• [Problem statement]: What is needed is an exact transcription of every entry below, with the pictures left out.

• [Records provided]:

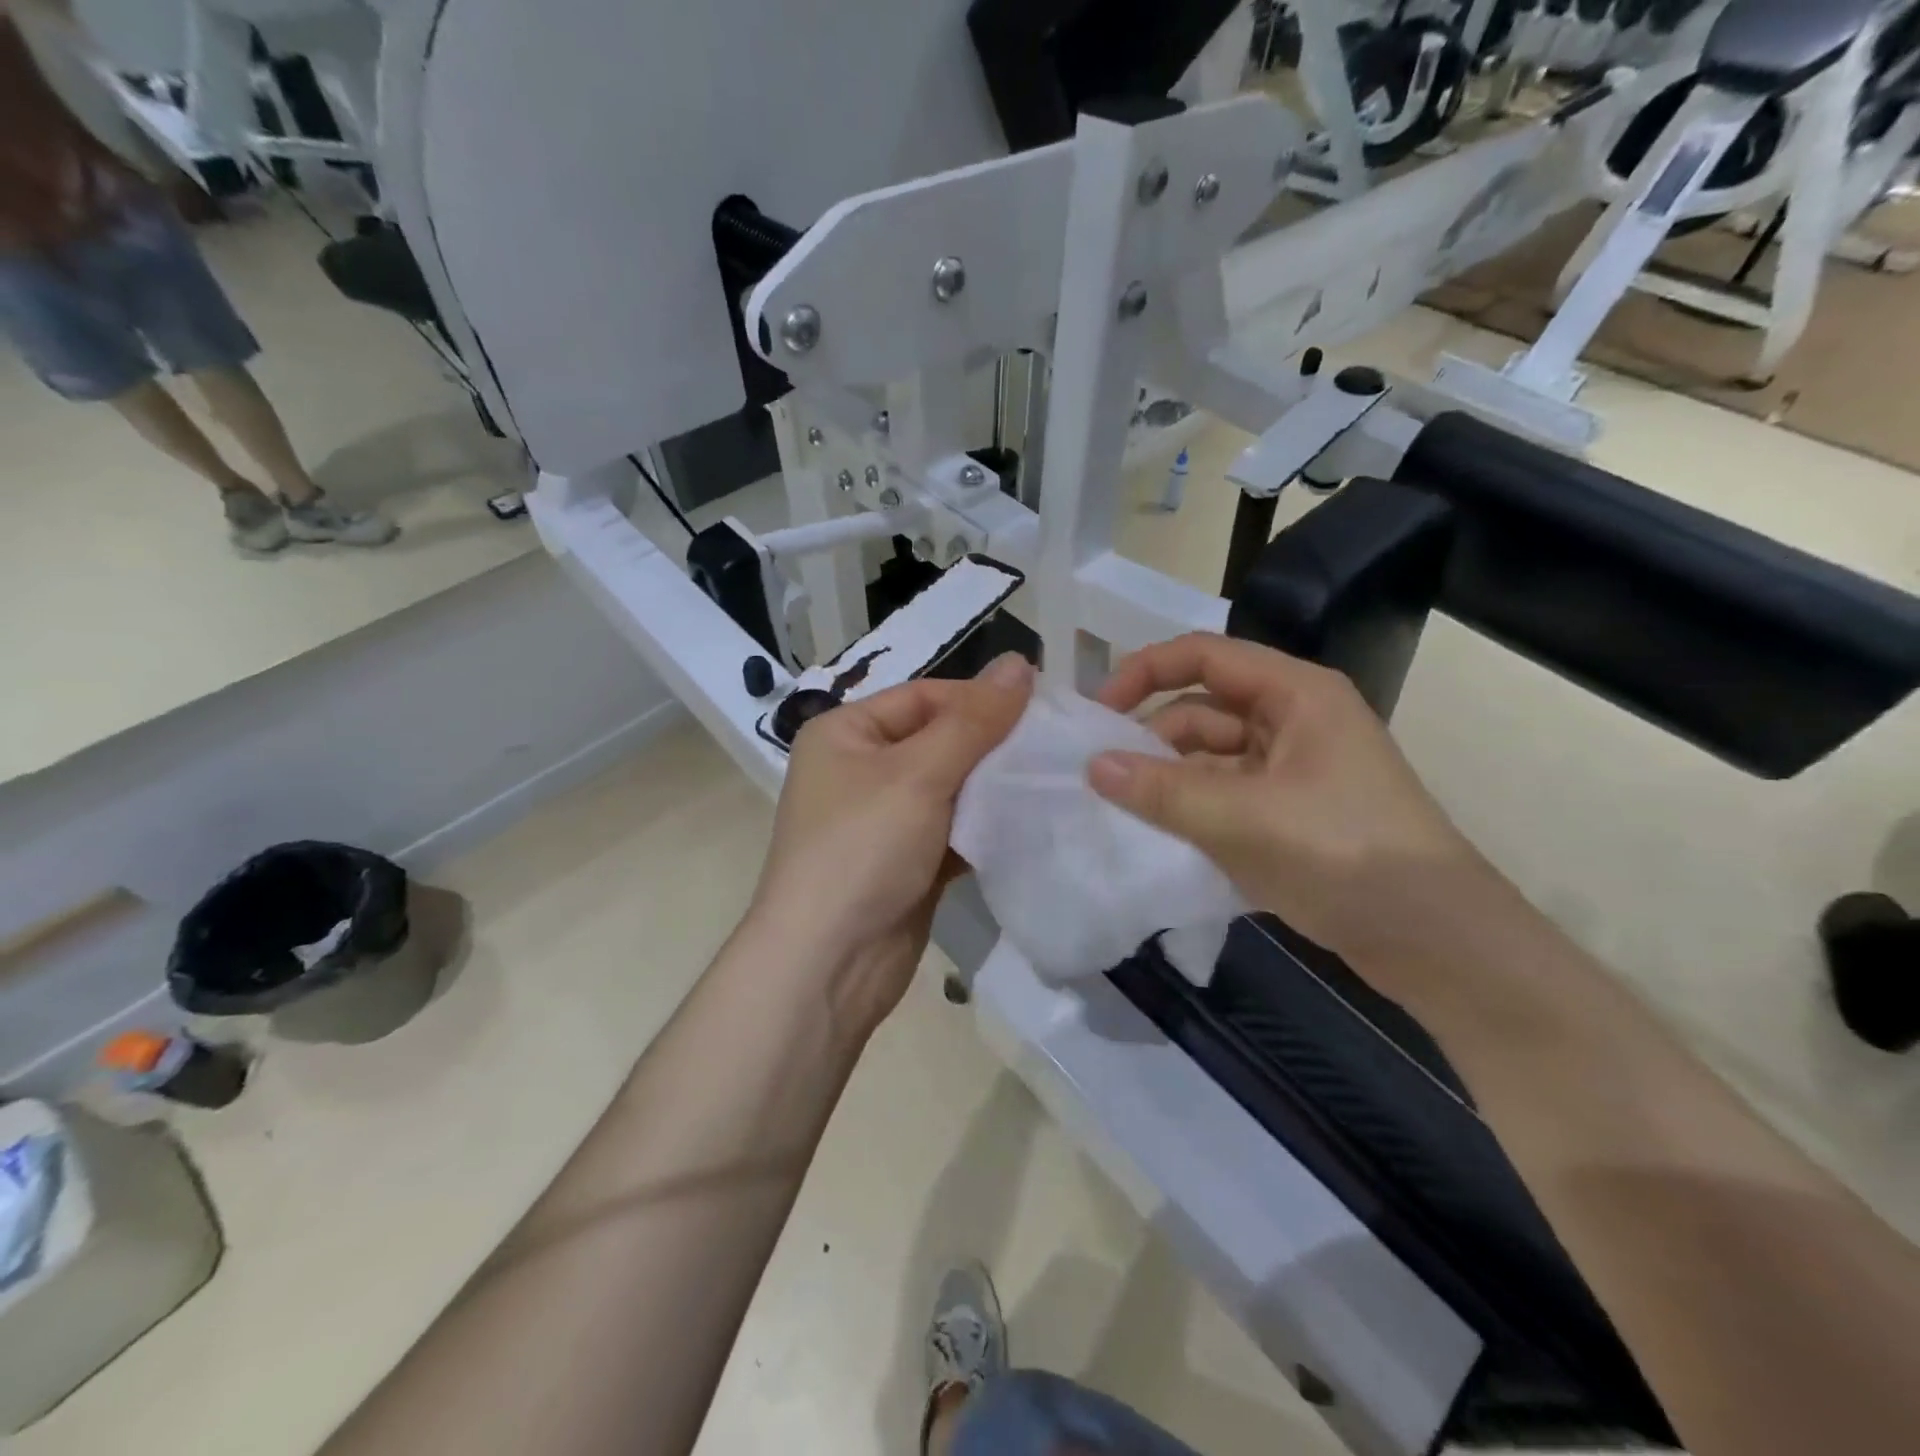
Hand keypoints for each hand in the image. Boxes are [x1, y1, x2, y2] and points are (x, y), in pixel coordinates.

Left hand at [749, 652, 1033, 1034]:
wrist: (828, 964)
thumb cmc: (863, 849)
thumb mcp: (918, 774)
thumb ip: (973, 720)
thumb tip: (1020, 662)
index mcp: (846, 732)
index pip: (924, 696)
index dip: (980, 699)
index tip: (1041, 708)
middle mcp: (860, 769)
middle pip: (939, 740)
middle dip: (993, 745)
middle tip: (1055, 746)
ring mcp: (883, 819)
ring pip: (951, 787)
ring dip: (994, 787)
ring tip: (1053, 780)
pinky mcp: (907, 861)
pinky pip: (953, 829)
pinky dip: (986, 826)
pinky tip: (1030, 823)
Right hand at [1088, 633, 1483, 964]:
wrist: (1435, 940)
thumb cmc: (1344, 855)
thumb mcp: (1244, 819)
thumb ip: (1162, 790)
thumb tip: (1093, 765)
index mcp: (1295, 694)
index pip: (1204, 657)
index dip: (1144, 673)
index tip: (1097, 712)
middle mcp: (1293, 720)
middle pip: (1202, 709)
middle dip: (1151, 739)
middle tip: (1100, 777)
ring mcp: (1293, 770)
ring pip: (1209, 758)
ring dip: (1167, 780)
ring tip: (1122, 812)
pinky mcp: (1290, 813)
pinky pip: (1224, 796)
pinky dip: (1191, 810)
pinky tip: (1158, 836)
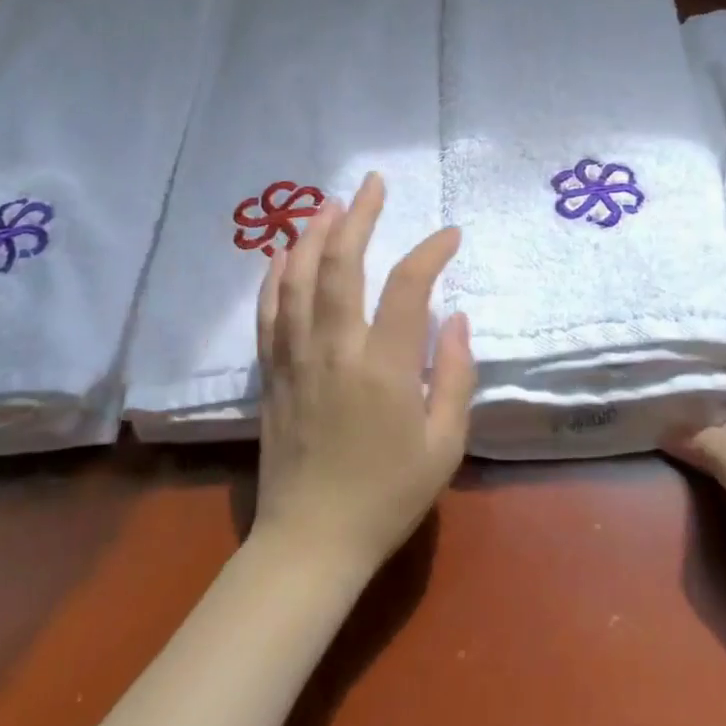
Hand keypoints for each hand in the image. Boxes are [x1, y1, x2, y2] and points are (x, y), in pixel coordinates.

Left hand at [252, 173, 475, 578]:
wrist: (311, 542)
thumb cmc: (387, 496)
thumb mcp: (443, 446)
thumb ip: (453, 376)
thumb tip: (456, 317)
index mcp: (384, 367)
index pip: (409, 286)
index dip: (431, 251)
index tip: (450, 235)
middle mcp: (335, 349)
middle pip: (341, 265)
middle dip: (359, 217)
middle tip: (372, 183)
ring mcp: (296, 358)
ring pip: (298, 279)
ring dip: (314, 234)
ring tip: (329, 202)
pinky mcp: (272, 373)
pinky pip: (269, 312)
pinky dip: (275, 276)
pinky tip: (284, 253)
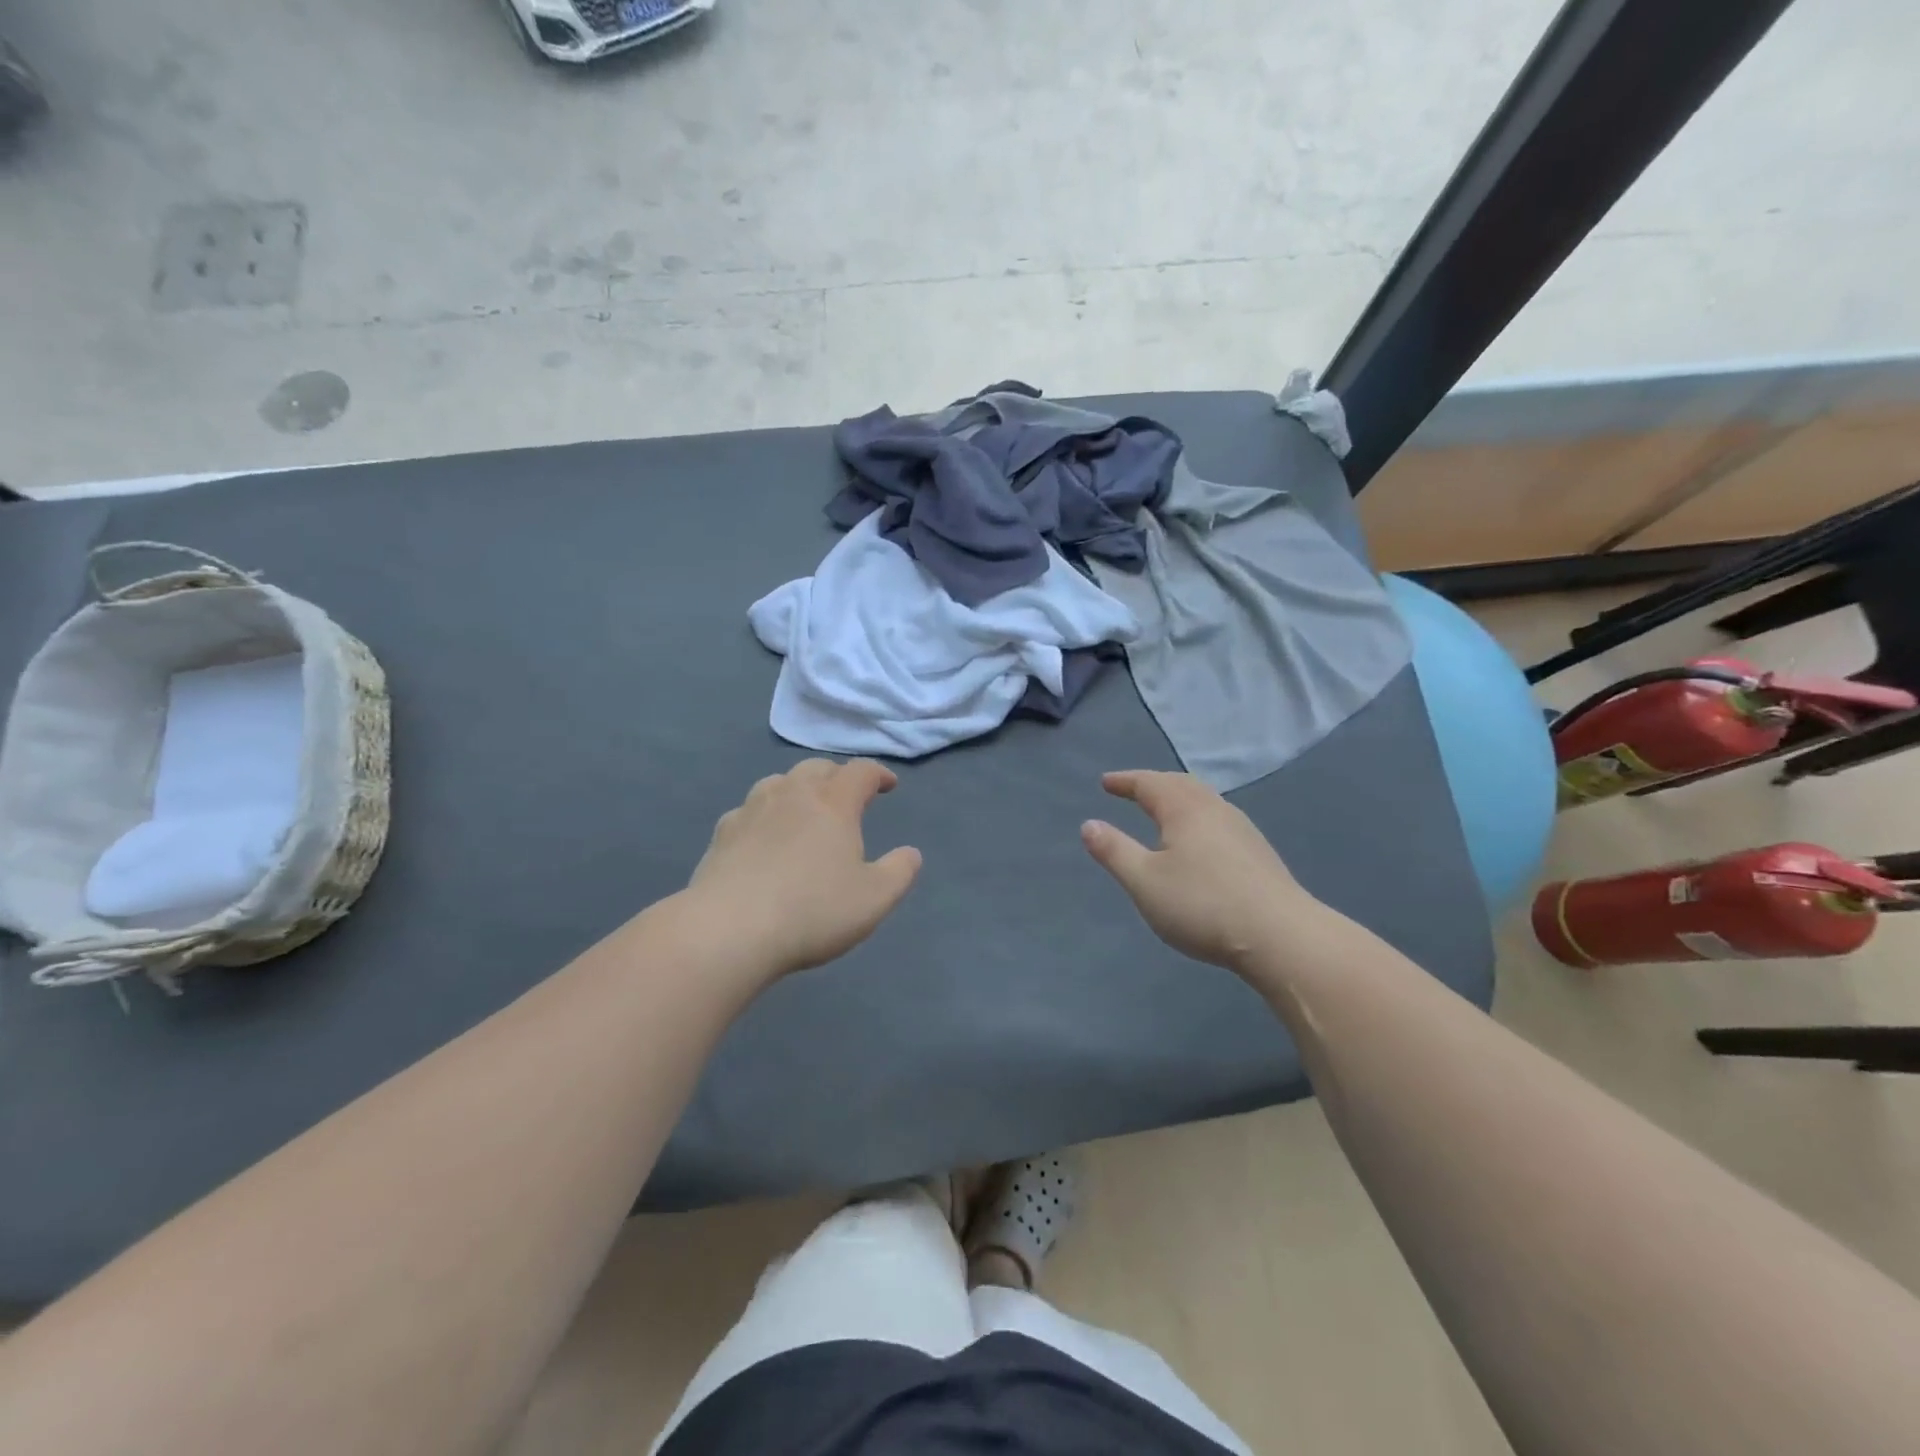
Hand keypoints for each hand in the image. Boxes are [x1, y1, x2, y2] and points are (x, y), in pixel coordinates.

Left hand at [686, 759, 921, 977]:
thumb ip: (899, 872)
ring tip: (804, 808)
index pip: (860, 772)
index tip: (889, 786)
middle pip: (817, 768)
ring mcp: (752, 811)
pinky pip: (748, 809)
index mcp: (833, 804)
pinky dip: (764, 813)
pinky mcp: (722, 834)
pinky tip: (762, 835)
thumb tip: (911, 853)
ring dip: (797, 788)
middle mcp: (792, 795)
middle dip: (837, 776)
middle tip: (847, 795)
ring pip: (778, 782)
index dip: (878, 774)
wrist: (729, 930)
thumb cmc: (812, 911)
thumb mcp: (874, 899)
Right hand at [1081, 770, 1320, 972]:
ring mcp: (1242, 830)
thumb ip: (1114, 851)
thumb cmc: (1202, 905)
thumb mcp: (1144, 881)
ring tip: (1163, 811)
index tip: (1106, 783)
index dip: (1125, 781)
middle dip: (1154, 784)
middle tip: (1133, 790)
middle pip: (1181, 784)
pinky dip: (1197, 817)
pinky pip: (1218, 819)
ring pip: (1204, 800)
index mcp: (1185, 809)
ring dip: (1179, 798)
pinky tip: (1199, 841)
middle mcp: (1215, 809)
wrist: (1281, 936)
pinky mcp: (1258, 853)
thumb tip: (1089, 825)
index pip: (1150, 783)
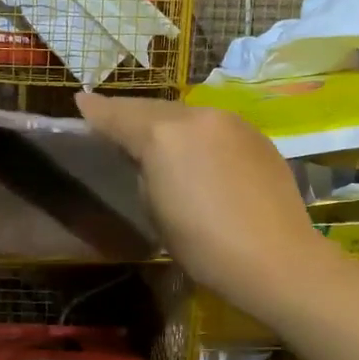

• [Answer space]:
Hand keypoints for each hand in the image. Boxes are [x1, y1, x2, y2] and points are (x, y), in pixel coordinates.

Left hand at [749, 652, 1033, 1034]:
wrist: (828, 964)
thumb cmc: (863, 849)
thumb mcp: (918, 774)
thumb ip: (973, 720)
thumb tip: (1020, 662)
index mcp: (846, 732)
index pip: (924, 696)
index dip: (980, 699)
index tip: (1041, 708)
middle mcp: (860, 769)
middle pip: (939, 740)
middle dip: (993, 745)
middle tip: (1055, 746)
ring mcp: (883, 819)
ring pip: (951, 787)
ring dip: (994, 787)
ring tip: (1053, 780)
pinky mcp: (907, 861)
pinky pip: (953, 829)
pinky dip: (986, 826)
pinky tip: (1030, 823)
Right hand at [1088, 633, 1483, 964]:
wrist: (1435, 940)
thumb cmc: (1344, 855)
thumb mcp: (1244, 819)
thumb ip: (1162, 790)
thumb tip: (1093, 765)
index mcp: (1295, 694)
index pip: (1204, 657)
index dip: (1144, 673)
index tip: (1097, 712)
middle mcp: (1293, 720)
middle pip: (1202, 709)
middle dip: (1151, 739)
middle tip: (1100, 777)
ring mcp: (1293, 770)
ring pip: (1209, 758)
ring dip: (1167, 780)
ring tip: (1122, 812)
pinky mcp: (1290, 813)
pinky pip: (1224, 796)
pinky dip: (1191, 810)
pinky tip: (1158, 836)
Hand keypoints for each hand in the image. Boxes are [x1, y1, x2, y2] and points are (x, y), in pixel coordinates.

Left hand at [252, 173, 475, 578]:
wrist: (311, 542)
thumb cmc: (387, 496)
thumb mcp: (443, 446)
thumb ip: (453, 376)
thumb tip: (456, 317)
index mcp: (384, 367)
index pip: (409, 286)
index dip: (431, 251)
index tip: (450, 235)
middle mcp: (335, 349)
middle pip: (341, 265)
middle dip: (359, 217)
middle tip: (372, 183)
ring mcp: (296, 358)
ring pip: (298, 279)
ring dip: (314, 234)
ring tip: (329, 202)
pinky mcp: (272, 373)
pinky pip: (269, 312)
pinky dip: (275, 276)
pinky tip: (284, 253)
Hand keypoints for each hand in the image. Boxes are [x1, y1, x2, y2] and points are (x, y), in pixel coordinates.

Left hand at [686, 759, 921, 977]:
thumb ip: (899, 872)
ring tip: (804, 808)
index pip: (860, 772)
index tip: (889, 786)
middle pip: (817, 768)
ring mcp: (752, 811)
pinky pip: (748, 809)
index mcp: (833, 804)
pinky dip: (764, 813)
pinky mcp: (722, 834)
pinky tip: (762, 835)
thumb tip: (911, 853)
ring dip: (797, 788)
middle mcp: (792, 795)
middle dip: (837, 776)
middle tip: (847, 795)
ring pip: (778, 782)
index dip: (878, 774)
wrist: (729, 930)
thumb cmc: (812, 911)
thumb mcp: (874, 899)
Right hand at [1081, 770, 1320, 972]:
ring mcp: (1242, 830)
thumb ip: (1114, 851)
thumb cmc: (1202, 905)
thumb mcp: (1144, 881)
ring tip: (1163, 811)
index tip: (1106, 783)
index dip: (1125, 781)
middle dip: (1154, 784)
middle tip: (1133, 790)
middle pip: (1181, 784)
pinky dip: (1197, 817)
pinky pip: (1218, 819)
ring pip: (1204, 800)
index mcp: (1185, 809)
ring dip: (1179, 798)
pinky tip: (1199, 841)
middle mcp: (1215, 809)
wrist: (1281, 936)
pinky mcp: (1258, 853)
thumb tip: (1089, 825)
index pip: (1150, 783)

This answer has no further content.